La juge, Immacolata Iadeluca, a prononcé ce verdict peu après 13h00, déclenchant aussitôt dans la salle d'audiences les vivats et les cris de joie des partisans de l'écrivain italien, prix Femina étranger en 2002 pour son roman "Montedidio". "Le délit n'est pas constitué", a-t-elle simplement expliqué.

Les attendus de cette décision ne seront pas connus avant plusieurs semaines. Le parquet, ainsi que la partie civile, la société TELT (Tunnel euralpin Lyon Turin), auront alors une trentaine de jours pour décider de faire appel ou non.

Prêt à assumer les conséquences

A l'annonce de la décision, le soulagement, et parfois les larmes, étaient visibles sur les visages des personnes venues de la petite vallée alpine du Val de Suse pour soutenir l'intellectuel, dont certaines arboraient des écharpes "Io sto con Erri" (je soutiens Erri).

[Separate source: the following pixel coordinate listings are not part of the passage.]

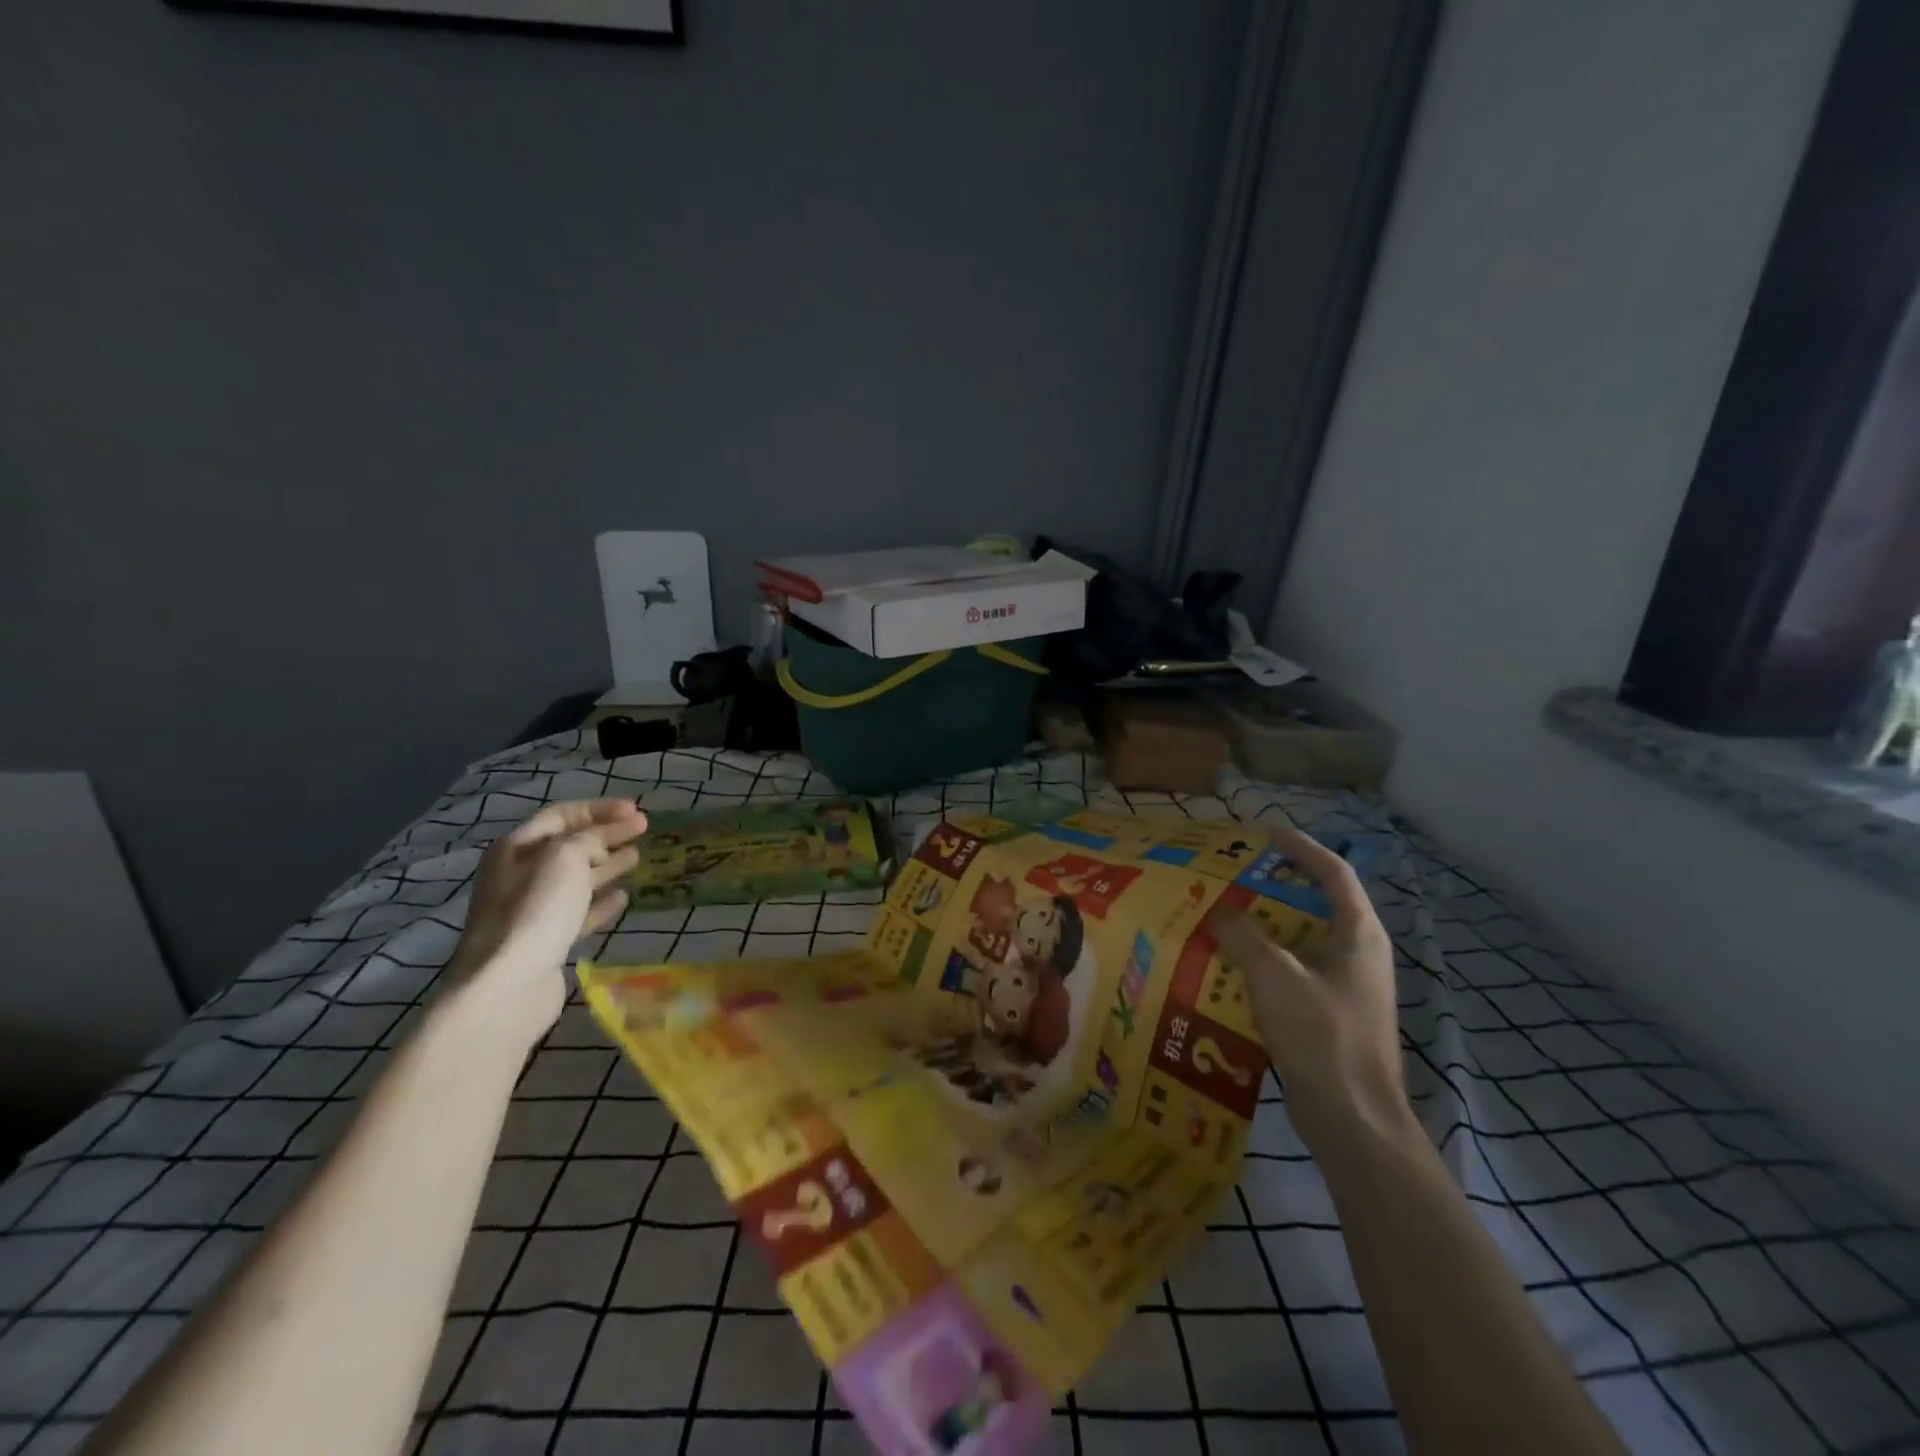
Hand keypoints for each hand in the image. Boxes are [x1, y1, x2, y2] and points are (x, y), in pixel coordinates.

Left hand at [448, 799, 647, 1030]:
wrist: (508, 985)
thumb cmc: (536, 910)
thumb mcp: (566, 858)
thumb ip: (590, 839)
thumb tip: (603, 840)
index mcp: (517, 848)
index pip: (561, 815)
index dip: (599, 809)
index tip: (637, 810)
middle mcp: (520, 874)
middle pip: (570, 846)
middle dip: (607, 835)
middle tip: (643, 830)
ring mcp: (532, 910)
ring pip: (577, 879)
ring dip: (607, 866)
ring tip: (637, 858)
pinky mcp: (547, 940)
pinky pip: (579, 913)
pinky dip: (601, 902)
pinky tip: (623, 898)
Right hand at [1206, 828, 1405, 1153]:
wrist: (1353, 1120)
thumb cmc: (1321, 1035)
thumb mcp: (1273, 975)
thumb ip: (1242, 935)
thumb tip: (1219, 911)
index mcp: (1357, 933)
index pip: (1333, 872)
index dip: (1299, 847)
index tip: (1264, 833)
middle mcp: (1357, 953)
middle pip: (1314, 905)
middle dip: (1272, 889)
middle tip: (1231, 878)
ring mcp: (1346, 985)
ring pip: (1300, 941)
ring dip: (1263, 928)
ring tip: (1221, 919)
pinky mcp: (1331, 1013)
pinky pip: (1294, 971)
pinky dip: (1264, 962)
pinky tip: (1230, 969)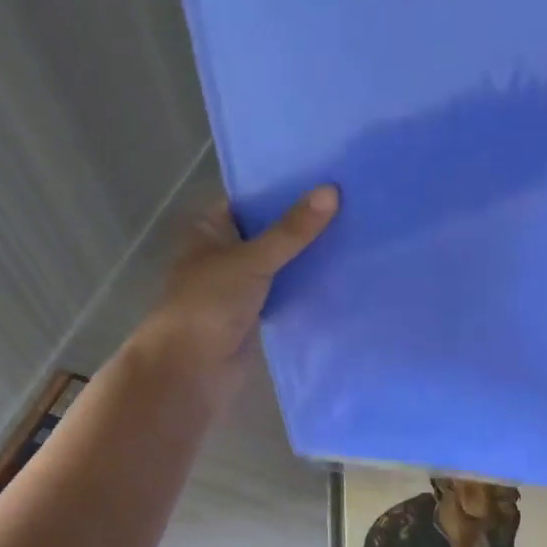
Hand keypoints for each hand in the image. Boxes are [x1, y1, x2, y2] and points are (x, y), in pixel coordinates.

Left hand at [134, 186, 337, 384]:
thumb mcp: (252, 259)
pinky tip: (339, 271)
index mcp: (210, 230)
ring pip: (279, 261)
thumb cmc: (210, 303)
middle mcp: (224, 252)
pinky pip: (285, 289)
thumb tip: (332, 190)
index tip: (324, 176)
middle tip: (349, 203)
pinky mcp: (255, 312)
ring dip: (307, 254)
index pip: (250, 199)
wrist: (192, 369)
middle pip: (268, 230)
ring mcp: (240, 284)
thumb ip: (292, 230)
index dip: (283, 188)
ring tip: (353, 231)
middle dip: (302, 222)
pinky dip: (305, 283)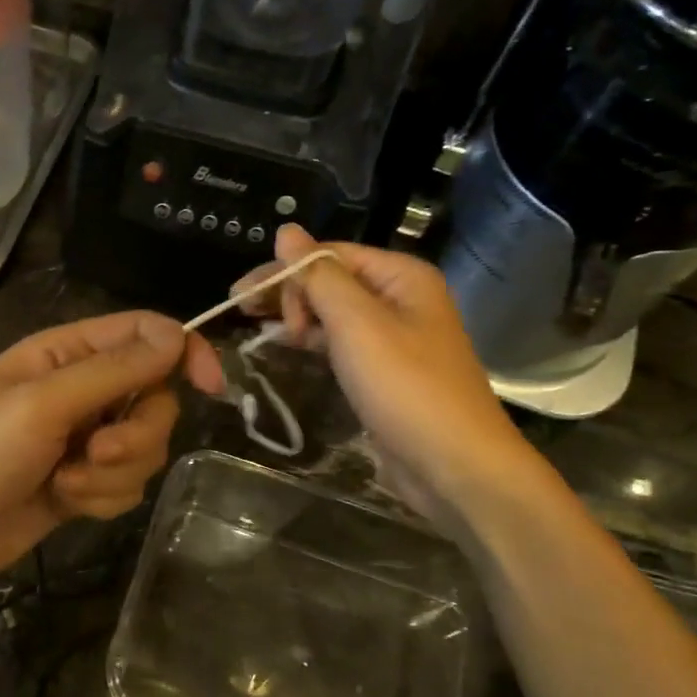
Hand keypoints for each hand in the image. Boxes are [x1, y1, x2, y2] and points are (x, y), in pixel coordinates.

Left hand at [0, 310, 196, 612]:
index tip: (211, 387)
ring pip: (145, 447)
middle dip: (136, 432)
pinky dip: (103, 497)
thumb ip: (113, 371)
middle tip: (96, 451)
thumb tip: (177, 336)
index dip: (183, 353)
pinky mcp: (82, 483)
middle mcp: (80, 390)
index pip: (145, 334)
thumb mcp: (42, 404)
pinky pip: (126, 483)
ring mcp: (82, 440)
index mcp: (66, 353)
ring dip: (114, 471)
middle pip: (154, 397)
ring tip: (67, 483)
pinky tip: (65, 503)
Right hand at [196, 225, 540, 522]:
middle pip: (330, 279)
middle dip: (288, 293)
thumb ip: (319, 276)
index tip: (241, 299)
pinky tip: (290, 349)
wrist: (455, 466)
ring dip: (297, 317)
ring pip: (332, 312)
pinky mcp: (384, 370)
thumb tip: (286, 231)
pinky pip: (341, 343)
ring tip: (262, 334)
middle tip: (248, 318)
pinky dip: (312, 342)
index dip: (283, 270)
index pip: (328, 254)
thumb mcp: (357, 324)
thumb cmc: (405, 388)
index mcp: (400, 276)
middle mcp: (400, 298)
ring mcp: (394, 336)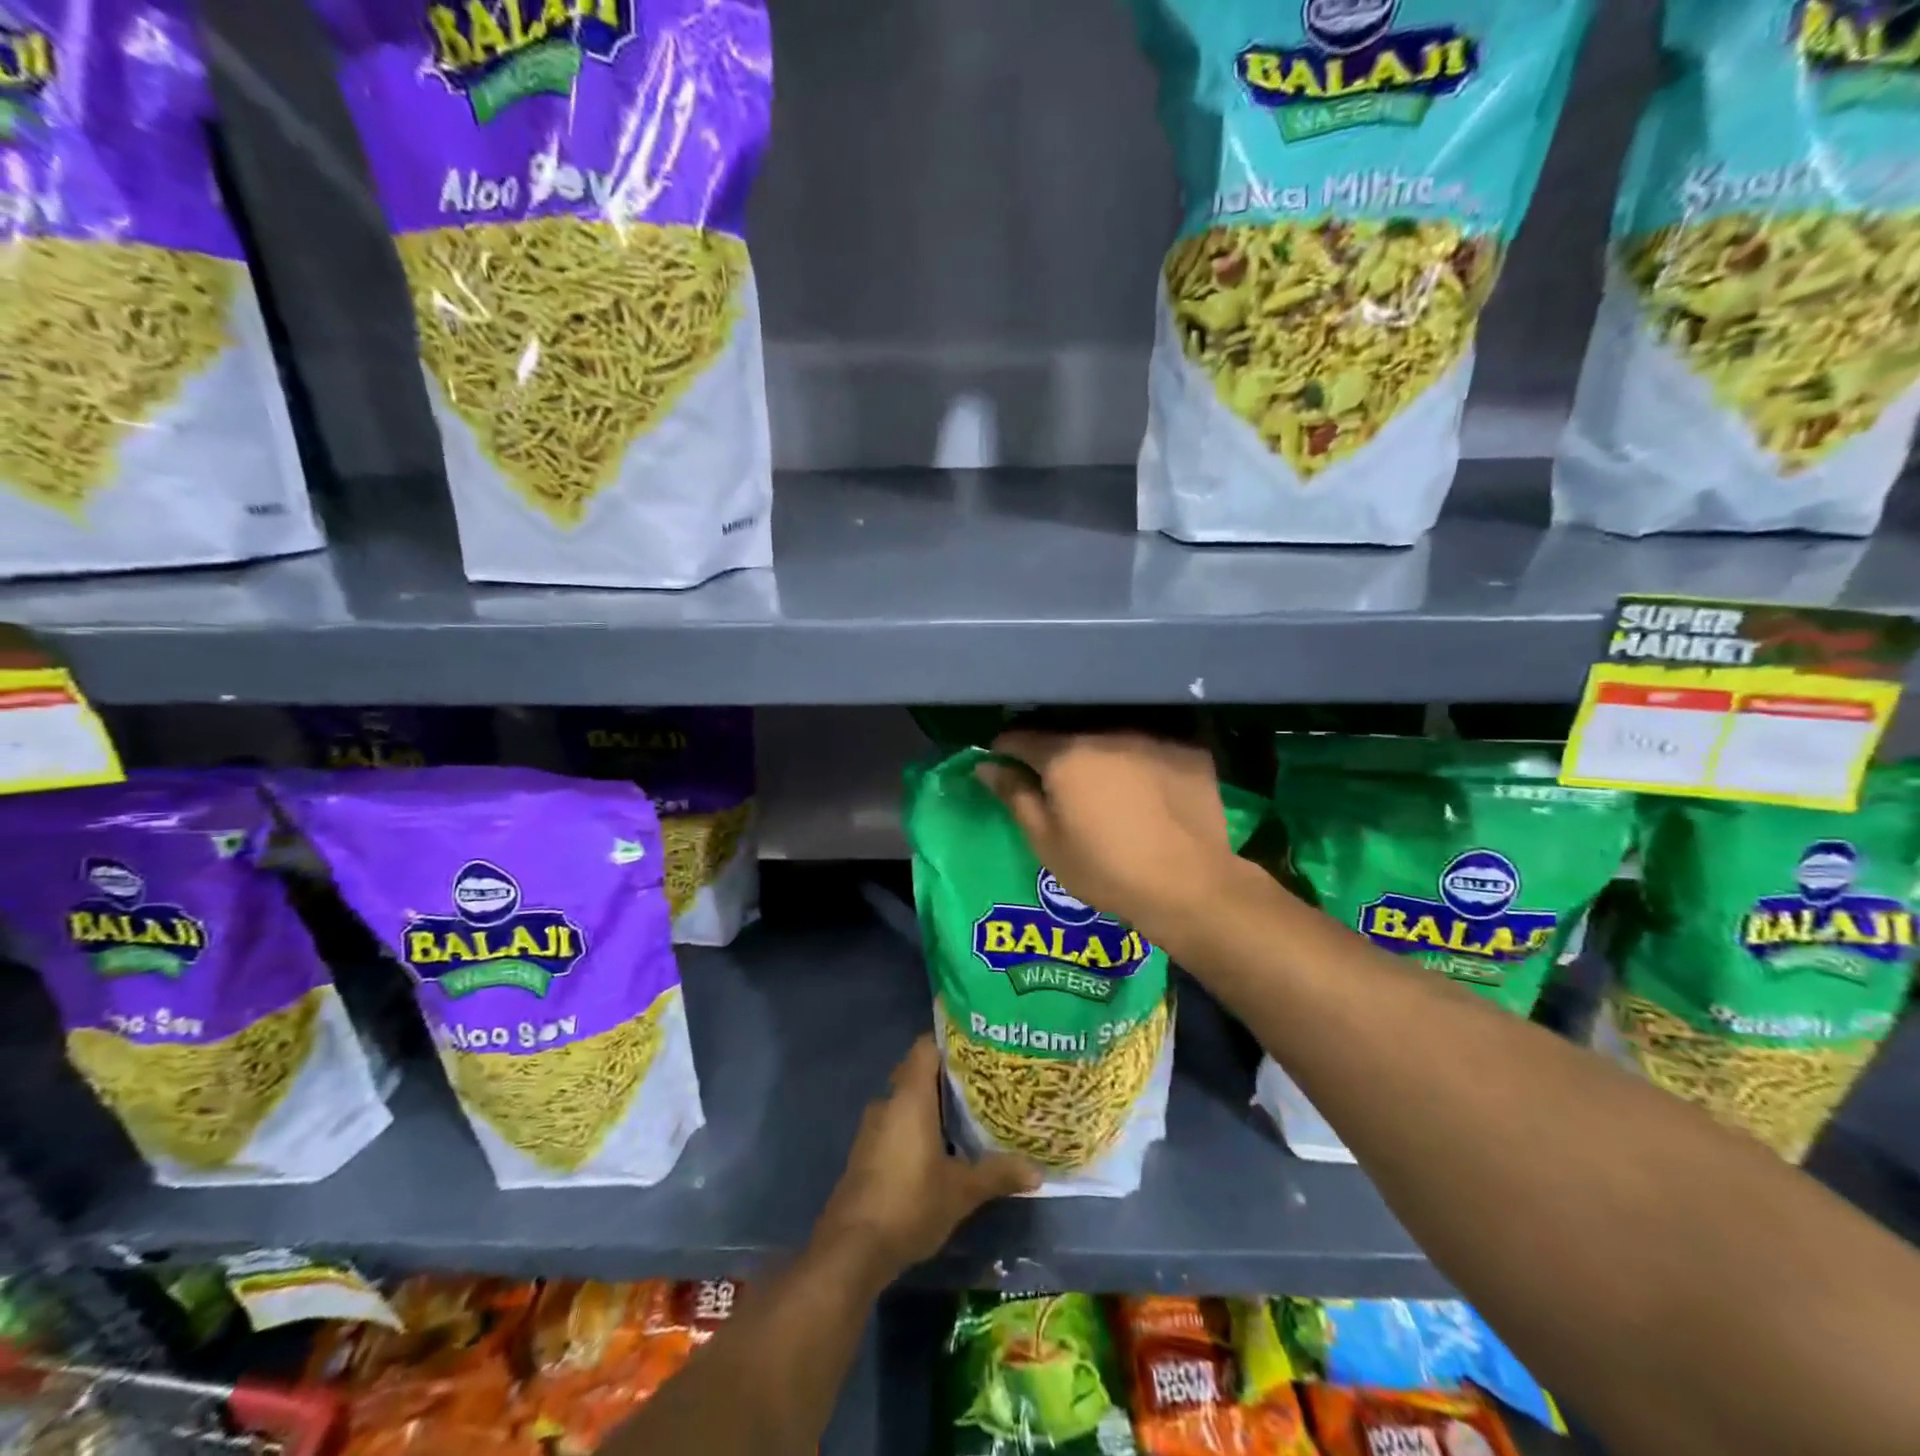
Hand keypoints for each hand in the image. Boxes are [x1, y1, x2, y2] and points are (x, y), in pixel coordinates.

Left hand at [814, 1037, 1037, 1278]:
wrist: (852, 1249)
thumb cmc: (910, 1204)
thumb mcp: (962, 1191)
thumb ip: (998, 1174)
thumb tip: (1038, 1171)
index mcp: (910, 1096)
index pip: (926, 1046)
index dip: (950, 1041)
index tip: (978, 1047)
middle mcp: (888, 1102)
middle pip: (917, 1072)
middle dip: (946, 1076)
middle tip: (982, 1083)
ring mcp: (872, 1128)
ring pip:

Car la crainte était grande de voir l'écrivain de 65 ans partir en prison, le parquet de Turin ayant requis huit mois ferme à son encontre.

A présent, je me sens mieux non seulement pour moi - même si j'étais prêt à assumer les conséquences pénales de cette décision - mais également pour l'air que l'on peut respirer dans ce pays", a estimé Erri de Luca devant la presse.

"La légitime défense de la santé, du sol..."

Avant que la cour ne se retire pour délibérer en milieu de matinée, il avait redit, devant le tribunal, qu'il était convaincu que "la ligne soit-disant à grande vitesse en val de Suse (devait) être freinée, entravée, donc sabotée pour la légitime défense de la santé, du sol, de l'air, de l'eau d'une communauté menacée".

"Je suis inculpé pour avoir employé le verbe saboter. Je le considère noble et démocratique", avait-il estimé, défendant sa liberté de parole. Lors de la précédente audience, Erri De Luca avait confié s'attendre "au maximum", soit cinq ans de prison ferme.

Erri De Luca a bien utilisé le mot sabotage", avait fait valoir de son côté avec force arguments le procureur, Antonio Rinaudo, énumérant les différentes "attaques" contre le chantier du tunnel ferroviaire ayant suivi l'entretien de l'auteur avec plusieurs médias italiens en septembre 2013.

La défense cite de Gaulle

"Ce réquisitoire est un message sur la liberté d'expression", avait répliqué M. De Luca, écologiste longtemps militant d'extrême gauche, durant une suspension d'audience.

Dans sa plaidoirie, son avocat, Me Gianluca Vitale, avait demandé la relaxe de son client, évoquant les paroles de Charles de Gaulle, qui avait déclaré "on n'emprisonne pas Voltaire" lorsque Jean-Paul Sartre s'était opposé à l'usage de la torture en Algérie.

Début janvier, 47 opposants au chantier avait été condamnés à des peines de prison ferme pour des heurts violents avec la police italienne en juin et juillet 2011, tandis que six autres avaient été acquittés.